Der Ausspruch des Dichters soll, ich sage es offen, eine für Literaturkolumnisten "ressortfremde" Beschäftigung rechtfertigen: einen Ausflug in die internationale Politik. Wobei "ressortfremd" nur scheinbar zutrifft. Zuletzt ist ja alles Literatur. Unter dem entsprechenden Blickwinkel erweist sich sogar die Relativitätstheorie als Literatur: Sie ist ein sprachliches Gebilde, wenn ihre Sprache der Gleichungen auch etwas abgelegen sein mag, sie ist ein Produkt des menschlichen Geistes, und sie liefert so etwas wie Erklärungswert - Gründe und Ursachen für die Vorgänge in der Welt. Sie ist eine Erzählung mit Sinngehalt, also exakt das, was man nach üblichem Verständnis als Literatur definiert. Und offenbar gilt das für jede wissenschaftliche Theorie, inklusive jener, dass die Erde um die Sonne kreist.

So weit die Vorrede, nun zur Sache. Jene Textsorte, die das reale Leben der Menschen am stärksten beeinflusst, jedenfalls seit Erfindung der Zivilisation, ist natürlich nicht die der naturwissenschaftlichen Erklärungsgebäude. Es sind auch nicht die Gebrauchsanleitungen unserer Mobiltelefone und Videorecorder, schon deshalb nicht, weil diese ja noch komplexer, kryptischer und auslegungsbedürftiger sind als die Geheime Offenbarung des Johannes. Und natürlich sind es schon gar nicht Romane, Bühnenwerke oder Gedichte, die überhaupt noch nie etwas bewirkt haben.
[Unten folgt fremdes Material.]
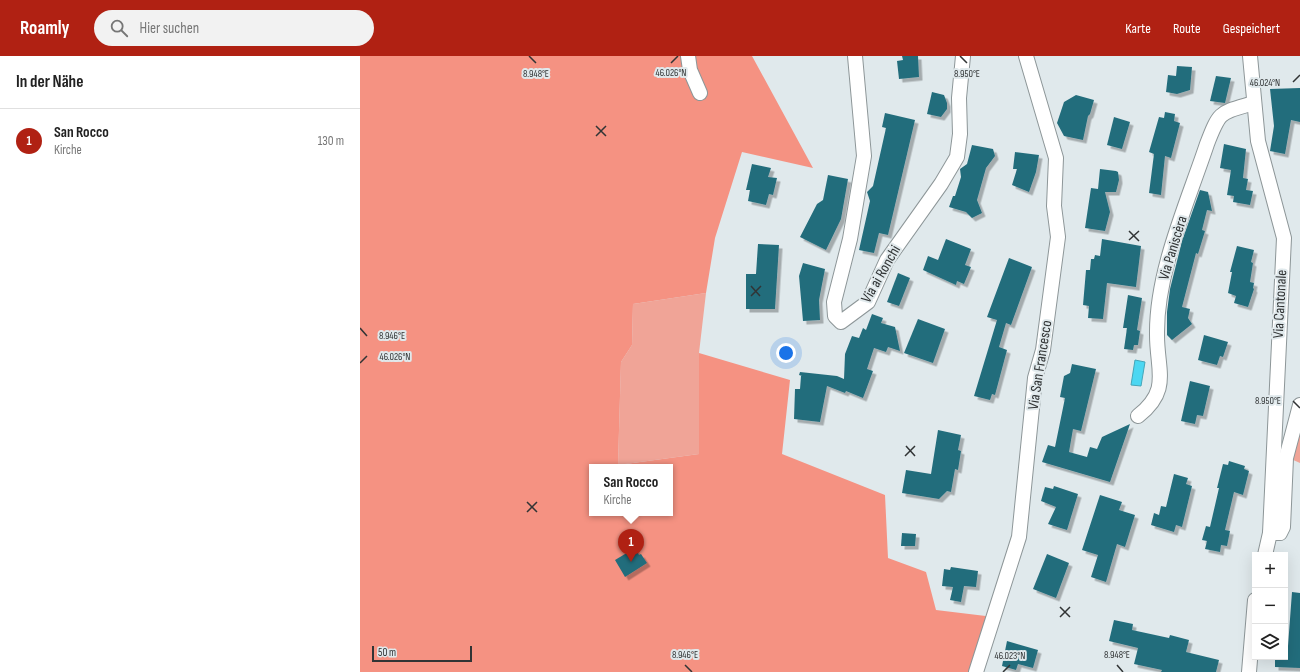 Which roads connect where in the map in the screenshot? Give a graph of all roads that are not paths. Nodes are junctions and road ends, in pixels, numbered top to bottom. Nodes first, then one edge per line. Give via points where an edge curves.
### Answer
1 (688, 56) edge
2 (855, 56) edge
3 (963, 56) edge
4 (1026, 56) edge
5 (1250, 56) edge
6 (700, 93) dead end
7 (1254, 103) junction
8 (1300, 405) edge
9 (1138, 416) dead end
10 (1270, 533) junction
11 (1266, 552) edge
12 (1253, 624) edge
13 (976, 672) edge
14 (1249, 672) edge

1 - 6 street via 690,70
2 - 3 street, Via ai Ronchi via 864,156 850,239 834,302 835,316 841,322 868,302 887,260 958,157 958,98
4 - 13 street, Via San Francesco via 1056,158 1054,206 1058,237 1043,350 1035,378 1019,537
5 - 7 street, Via Cantonale
7 - 9 street, Via Paniscèra via 1223,112 1214,124 1162,278 1156,335 1160,367 1159,386 1150,406
7 - 10 street, Via Cantonale via 1258,141 1284,238
8 - 10 street via 1286,458 1283,527 1280,533
10 - 11 street, Via Cantonale
12 - 14 street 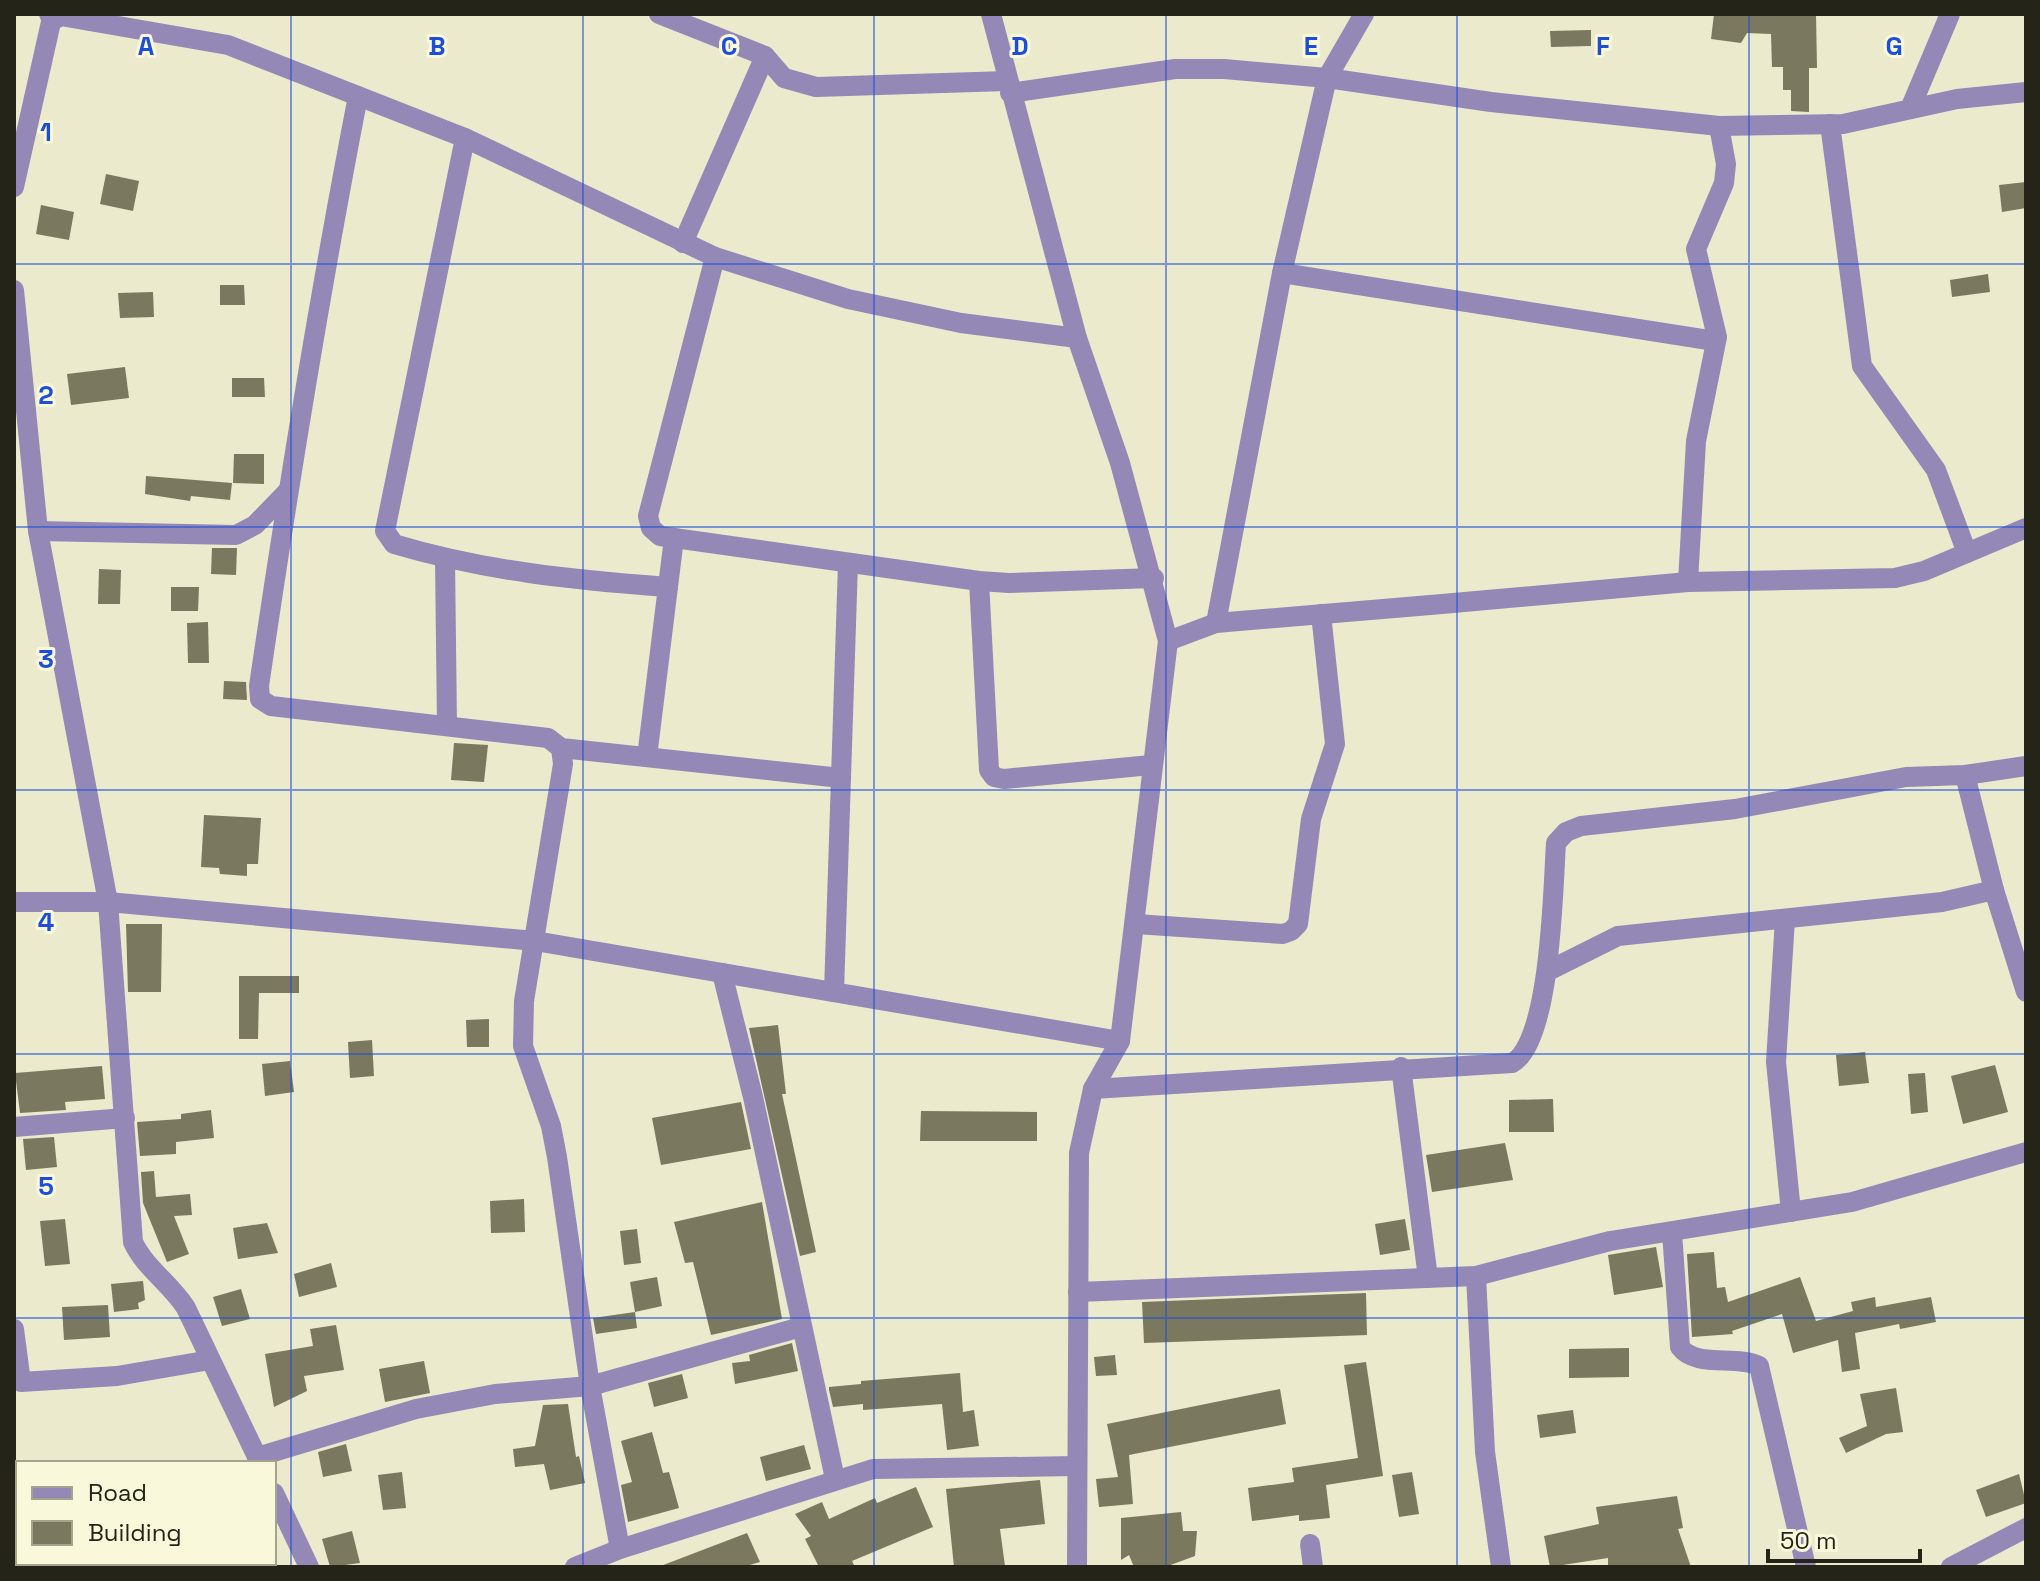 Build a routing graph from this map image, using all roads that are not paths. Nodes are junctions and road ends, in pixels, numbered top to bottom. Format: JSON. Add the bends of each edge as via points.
{"nodes":[{"id":1,"x":659,"y":14,"type":"edge"},
{"id":2,"x":991,"y":14,"type":"edge"},
{"id":3,"x":1364,"y":14,"type":"edge"},
{"id":4,"x":1950,"y":14,"type":"edge"},
{"id":5,"x":53,"y":16,"type":"edge"},
{"id":6,"x":765,"y":56,"type":"junction"},
{"id":7,"x":1327,"y":78,"type":"junction"},
{"id":8,"x":1008,"y":87,"type":"junction"},
{"id":9,"x":2026,"y":92,"type":"edge"},
{"id":10,"x":358,"y":96,"type":"junction"},
{"id":11,"x":1910,"y":109,"type":"junction"},
{"id":12,"x":1830,"y":124,"type":"junction"},
{"id":13,"x":1719,"y":126,"type":"junction"},
{"id":14,"x":465,"y":138,"type":"junction"},
{"id":15,"x":14,"y":187,"type":"edge"},
{"id":16,"x":683,"y":243,"type":"junction"},
{"id":17,"x":715,"y":257,"type":"junction"},
{"id":18,"x":1282,"y":273,"type":"junction"},
{"id":19,"x":14,"y":290,"type":"edge"},
{"id":20,"x":1077,"y":338,"type":"junction"},
{"id":21,"x":1715,"y":341,"type":"junction"},
{"id":22,"x":22,"y":432,"type":"edge"},
{"id":23,"x":287,"y":492,"type":"junction"},
{"id":24,"x":2026,"y":528,"type":"edge"},
{"id":25,"x":38,"y":531,"type":"junction"},
{"id":26,"x":674,"y":538,"type":"junction"},
{"id":27,"x":1967,"y":553,"type":"junction"},
{"id":28,"x":445,"y":559,"type":"junction"},
{"id":29,"x":848,"y":563,"type":"junction"},
{"id":30,"x":1154,"y":578,"type":"junction"},
{"id":31,"x":979,"y":581,"type":"junction"},
{"id":32,"x":1688,"y":582,"type":"junction"},
{"id":33,"x":668,"y":587,"type":"junction"},
{"id":34,"x":1321,"y":614,"type":"junction"},
{"id":35,"x":1216,"y":623,"type":"junction"},
{"id":36,"x":1168,"y":641,"type":"junction"},
{"id":37,"x":447,"y":726,"type":"junction"},
{"id":38,"x":561,"y":748,"type":"junction"},
{"id":39,"x":647,"y":757,"type":"junction"},
{"id":40,"x":1151,"y":765,"type":"junction"},
{"id":41,"x":2026,"y":766,"type":"edge"},
{"id":42,"x":1965,"y":775,"type":"junction"},
{"id":43,"x":841,"y":778,"type":"junction"},
{"id":44,"x":1994,"y":890,"type":"junction"},
{"id":45,"x":14,"y":902,"type":"edge"},
{"id":46,"x":108,"y":902,"type":"junction"},
{"id":47,"x":1785,"y":919,"type":"junction"},
{"id":48,"x":1136,"y":924,"type":"junction"},
{"id":49,"x":535,"y":941,"type":"junction"},
{"id":50,"x":1548,"y":971,"type":"junction"},
{"id":51,"x":722,"y":973,"type":"junction"},
{"id":52,"x":834,"y":992,"type":"junction"},
{"id":53,"x":2026,"y":992,"type":"edge"},
{"id":54,"x":1120,"y":1041,"type":"junction"},
{"id":55,"x":1401,"y":1067,"type":"junction"},
{"id":56,"x":1093,"y":1089,"type":"junction"},
{"id":57,"x":125,"y":1118,"type":"junction"},
{"id":58,"x":14,"y":1127,"type":"edge"},
{"id":59,"x":2026,"y":1152,"type":"edge"},
{"id":60,"x":1791,"y":1212,"type":"junction"},
{"id":61,"x":1672,"y":1232,"type":"junction"},
{"id":62,"x":1476,"y":1276,"type":"junction"},
{"id":63,"x":1428,"y":1278,"type":"junction"},
{"id":64,"x":1078,"y":1292,"type":"junction"},
{"id":65,"x":801,"y":1327,"type":"junction"},
{"id":66,"x":14,"y":1329,"type":"edge"},
{"id":67,"x":210,"y":1360,"type":"junction"},
{"id":68,"x":590,"y":1386,"type":"junction"},
{"id":69,"x":258,"y":1460,"type":"edge"},
{"id":70,"x":1076,"y":1466,"type":"junction"},
{"id":71,"x":835,"y":1479,"type":"junction"},
{"id":72,"x":276,"y":1502,"type":"edge"},
{"id":73,"x":2026,"y":1528,"type":"edge"},
{"id":74,"x":283,"y":1532,"type":"edge"},
{"id":75,"x":1310,"y":1544,"type":"dead end"},
{"id":76,"x":620,"y":1549,"type":"junction"},
{"id":77,"x":309,"y":1567,"type":"edge"},
{"id":78,"x":575,"y":1567,"type":"edge"},
{"id":79,"x":1077,"y":1567,"type":"edge"},
{"id":80,"x":1313,"y":1567,"type":"edge"},
{"id":81,"x":1501,"y":1567,"type":"edge"},
{"id":82,"x":1806,"y":1567,"type":"edge"},
{"id":83,"x":1951,"y":1567,"type":"edge"}],
"edges":[{"from":1,"to":6,"type":"street"},
{"from":2,"to":8,"type":"street"},
{"from":3,"to":7,"type":"street"},
{"from":4,"to":11,"type":"street"},
{"from":5,"to":10,"type":"street","via":[[228,45]]},
{"from":5,"to":15,"type":"street"},
{"from":6,"to":8,"type":"street","via":[[784,78],[816,87]]},
{"from":6,"to":16,"type":"street"},
{"from":7,"to":8,"type":"street","via":[[1175,69]]},
{"from":7,"to":13,"type":"street"},
{"from":7,"to":18,"type":"street"},
{"from":8,"to":20,"type":"street"},
{"from":9,"to":11,"type":"street"},
{"from":10,"to":14,"type":"street"},
{"from":10,"to":23,"type":"street"},
{"from":11,"to":12,"type":"street"},
{"from":12,"to":13,"type":"street"},
{"from":12,"to":27,"type":"street","via":[[1862,366],[1936,470]]},
{"from":13,"to":21,"type":"street","via":[[1724,183],[1696,249]]},
{"from":14,"to":16,"type":"street"},
{"from":14,"to":28,"type":"street","via":[[385,531],[394,544]]},
{"from":16,"to":17,"type":"street"},
{"from":17,"to":20,"type":"street","via":[[848,299],[961,323]]},
{"from":17,"to":26,"type":"street","via":[[648,516],[660,536]]},
{"from":18,"to":21,"type":"street"},
{"from":18,"to":35,"type":"street"},
{"from":19,"to":22,"type":"street"},
{"from":20,"to":30,"type":"street"},
{"from":21,"to":32,"type":"street","via":[[1696,441]]},
{"from":22,"to":25,"type":"street"},
{"from":23,"to":25,"type":"street","via":[[255,525],[236,535]]},
{"from":23,"to":37,"type":"street","via":[[260,699],[271,706]]},
{"from":24,"to":27,"type":"street"},
{"from":25,"to":46,"type":"street"},
{"from":26,"to":29,"type":"street"},
{"from":26,"to":33,"type":"street"},
{"from":27,"to":32,"type":"street","via":[[1895,578]]},
{"from":28,"to":33,"type":"street","via":[[548,578]]},
{"from":28,"to":37,"type":"street"},
{"from":29,"to":31,"type":"street"},
{"from":29,"to":43,"type":"street"},
{"from":30,"to":31,"type":"street"},
{"from":30,"to":36,"type":"street"},
{"from":31,"to":40,"type":"street","via":[[989,770],[994,777]]},
{"from":32,"to":34,"type":"street"},
{"from":33,"to":39,"type":"street"},
{"from":34,"to":35,"type":"street"},
{"from":34,"to":48,"type":"street","via":[[1335,744],[1311,819],[1298,924],[1283,934]]},
{"from":35,"to":36,"type":"street"},
{"from":36,"to":40,"type":"street"},
{"from":37,"to":38,"type":"street","via":[[548,738]]},
{"from":38,"to":39,"type":"street"},
{"from":38,"to":49,"type":"street","via":[[563,764]]},
{"from":39,"to":43,"type":"street"},
{"from":40,"to":48,"type":"street"},
{"from":41,"to":42,"type":"street"},
{"from":42,"to":44,"type":"street"},
{"from":42,"to":50,"type":"street","via":[[1906,777],[1735,809],[1566,832],[1556,843]]},
{"from":43,"to":52,"type":"street"},
{"from":44,"to":47,"type":"street","via":[[1942,902]]},
{"from":44,"to":53,"type":"street"},
{"from":45,"to":46,"type":"street"},
{"from":46,"to":49,"type":"street"},
{"from":46,"to":57,"type":"street"},
{"from":47,"to":50,"type":"street","via":[[1618,936]]},
{"from":47,"to":60,"type":"street","via":[[1776,1062]]},
{"from":48,"to":54,"type":"street"},
{"from":49,"to":51,"type":"street"},
{"from":49,"to":68,"type":"street","via":[[524,1001],[523,1046],[551,1126]]},
{"from":50,"to":55,"type":"street","via":[[1522,1057],[1512,1063]]},
{"from":51,"to":52,"type":"street"},
{"from":51,"to":65,"type":"street"},
{"from":52,"to":54,"type":"street"},
{"from":54,"to":56,"type":"street"},
{"from":55,"to":56,"type":"street"},
{"from":55,"to":63,"type":"street"},
{"from":56,"to":64,"type":"street","via":[[1079,1153]]},
{"from":57,"to":58,"type":"street"},
{"from":57,"to":67,"type":"street","via":[[133,1242],[140,1257],[174,1289]]},
{"from":59,"to":60,"type":"street","via":[[1852,1202]]},
{"from":60,"to":61,"type":"street"},
{"from":61,"to":62,"type":"street","via":[[1610,1241]]},
{"from":61,"to":82,"type":"street","via":[[1680,1347],[1694,1357],[1759,1366]]},
{"from":62,"to":63,"type":"street"},
{"from":62,"to":81,"type":"street","via":[[1485,1452]]},
{"from":63,"to":64,"type":"street"},
{"from":64,"to":70,"type":"street"},
{"from":65,"to":68,"type":"street"},
{"from":65,"to":71,"type":"street"},
{"from":66,"to":67,"type":"street","via":[[21,1382],[117,1376]]},
{"from":67,"to":69,"type":"street"},
{"from":68,"to":69,"type":"street","via":[[495,1394],[416,1409]]},
{"from":68,"to":76,"type":"street"},
{"from":70,"to":71,"type":"street","via":[[873,1469]]},
{"from":70,"to":79,"type":"street"},
{"from":71,"to":76,"type":"street"},
{"from":72,"to":74,"type":"street"},
{"from":73,"to":83,"type":"street"},
{"from":74,"to":77,"type":"street"},
{"from":75,"to":80,"type":"street"},
{"from":76,"to":78,"type":"street"}]}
Sondern es sind die juristischen Texte: Gesetze und Gerichtsurteile, Bescheide, Verordnungen und Verfassungen.

Nun höre ich den Einwand, dass diese nicht nur die Geheime Offenbarung, sondern meist sogar die Gebrauchsanweisungen von Mobiltelefonen und Videorecordern an Vertraktheit und Unbegreiflichkeit übertreffen, und sie schon deshalb im wirklichen Leben keine Rolle spielen könnten. Das stimmt nicht. Die Juristen haben sich ein feines Prinzip ausgedacht, das für keine andere Textproduktion außer der ihren gilt: "Unwissenheit schützt vor Strafe nicht." Es ist ganz egal, wenn niemand verstehen kann, was sie schreiben, wenn der Sinngehalt ihrer Texte vollständig verborgen bleibt. Sie gelten trotzdem.

So weit die zweite Vorrede, nun also wirklich zur Sache. Die Verfassung der Europäischen Union ist offensichtlich ein Sprachgebilde, das geradezu exemplarisch in die Schublade des gänzlich Unnahbaren, Magisch-Juristischen fällt. Ob sie dort verbleiben und verstauben soll oder nicht, ist Gegenstand heftiger Debatten unter Eingeweihten. "Eingeweiht", das meint hier nicht im übertragenen, sondern im wörtlichen Sinn: zu geheimen, hermetischen Praktiken geweiht.

Der gegenwärtige österreichische EU-Vorsitz ist in diesem Punkt ja durchaus bedauernswert. Während ihm da vorgeworfen wird, zu wenig zur Wiederbelebung der EU-Verfassung zu tun, kommt von dort die exakt gegenteilige Kritik: Man möge doch endlich aufhören, Energie, Zeit und Ressourcen für dieses ein für allemal tote Werk der juristischen Dichtkunst sinnlos zu verschwenden.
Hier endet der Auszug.